-- Materials provided follows --

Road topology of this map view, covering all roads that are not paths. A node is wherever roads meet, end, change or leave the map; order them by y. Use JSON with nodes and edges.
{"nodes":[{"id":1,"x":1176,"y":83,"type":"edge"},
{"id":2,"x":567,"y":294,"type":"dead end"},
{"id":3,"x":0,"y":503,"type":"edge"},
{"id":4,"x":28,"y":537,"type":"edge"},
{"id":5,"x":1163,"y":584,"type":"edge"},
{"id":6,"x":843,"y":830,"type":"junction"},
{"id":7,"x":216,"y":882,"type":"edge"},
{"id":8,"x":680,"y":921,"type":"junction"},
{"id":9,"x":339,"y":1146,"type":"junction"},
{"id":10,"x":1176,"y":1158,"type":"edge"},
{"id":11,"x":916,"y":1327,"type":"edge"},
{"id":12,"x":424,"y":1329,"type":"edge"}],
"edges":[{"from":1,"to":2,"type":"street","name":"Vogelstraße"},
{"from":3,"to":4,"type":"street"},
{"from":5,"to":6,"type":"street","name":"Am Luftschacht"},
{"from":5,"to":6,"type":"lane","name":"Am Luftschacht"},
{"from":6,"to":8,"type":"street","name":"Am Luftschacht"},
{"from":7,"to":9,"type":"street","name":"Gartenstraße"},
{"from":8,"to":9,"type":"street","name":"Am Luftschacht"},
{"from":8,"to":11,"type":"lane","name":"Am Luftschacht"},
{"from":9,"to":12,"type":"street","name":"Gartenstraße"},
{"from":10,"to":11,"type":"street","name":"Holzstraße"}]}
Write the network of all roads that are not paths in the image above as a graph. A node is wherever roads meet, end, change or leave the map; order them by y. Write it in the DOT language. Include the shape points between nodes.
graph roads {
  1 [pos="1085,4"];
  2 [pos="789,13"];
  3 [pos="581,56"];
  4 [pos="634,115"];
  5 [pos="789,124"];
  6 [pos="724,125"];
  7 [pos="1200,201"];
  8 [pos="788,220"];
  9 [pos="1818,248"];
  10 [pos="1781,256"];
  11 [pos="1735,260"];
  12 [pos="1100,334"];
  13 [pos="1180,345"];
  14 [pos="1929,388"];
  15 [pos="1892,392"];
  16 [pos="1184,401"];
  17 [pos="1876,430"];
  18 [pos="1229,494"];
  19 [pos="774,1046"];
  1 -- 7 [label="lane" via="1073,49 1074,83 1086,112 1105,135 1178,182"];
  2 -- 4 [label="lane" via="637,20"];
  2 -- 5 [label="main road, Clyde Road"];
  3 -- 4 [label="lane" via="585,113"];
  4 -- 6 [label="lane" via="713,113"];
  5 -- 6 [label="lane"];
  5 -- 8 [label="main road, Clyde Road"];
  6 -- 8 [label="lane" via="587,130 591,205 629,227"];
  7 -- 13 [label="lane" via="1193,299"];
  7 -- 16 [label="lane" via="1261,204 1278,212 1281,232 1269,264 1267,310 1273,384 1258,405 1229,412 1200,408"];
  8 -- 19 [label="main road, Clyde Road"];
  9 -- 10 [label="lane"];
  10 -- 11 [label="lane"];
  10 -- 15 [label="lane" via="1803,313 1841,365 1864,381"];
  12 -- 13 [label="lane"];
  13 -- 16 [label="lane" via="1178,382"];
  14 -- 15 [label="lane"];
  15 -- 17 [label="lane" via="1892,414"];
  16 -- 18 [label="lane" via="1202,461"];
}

-- Materials provided concluded --

= Directions =
For this exercise, gather every line of the data that contains the word "main".

= Response to the exercise =
  2 -- 5 [label="main road, Clyde Road"];
  5 -- 8 [label="main road, Clyde Road"];
  8 -- 19 [label="main road, Clyde Road"];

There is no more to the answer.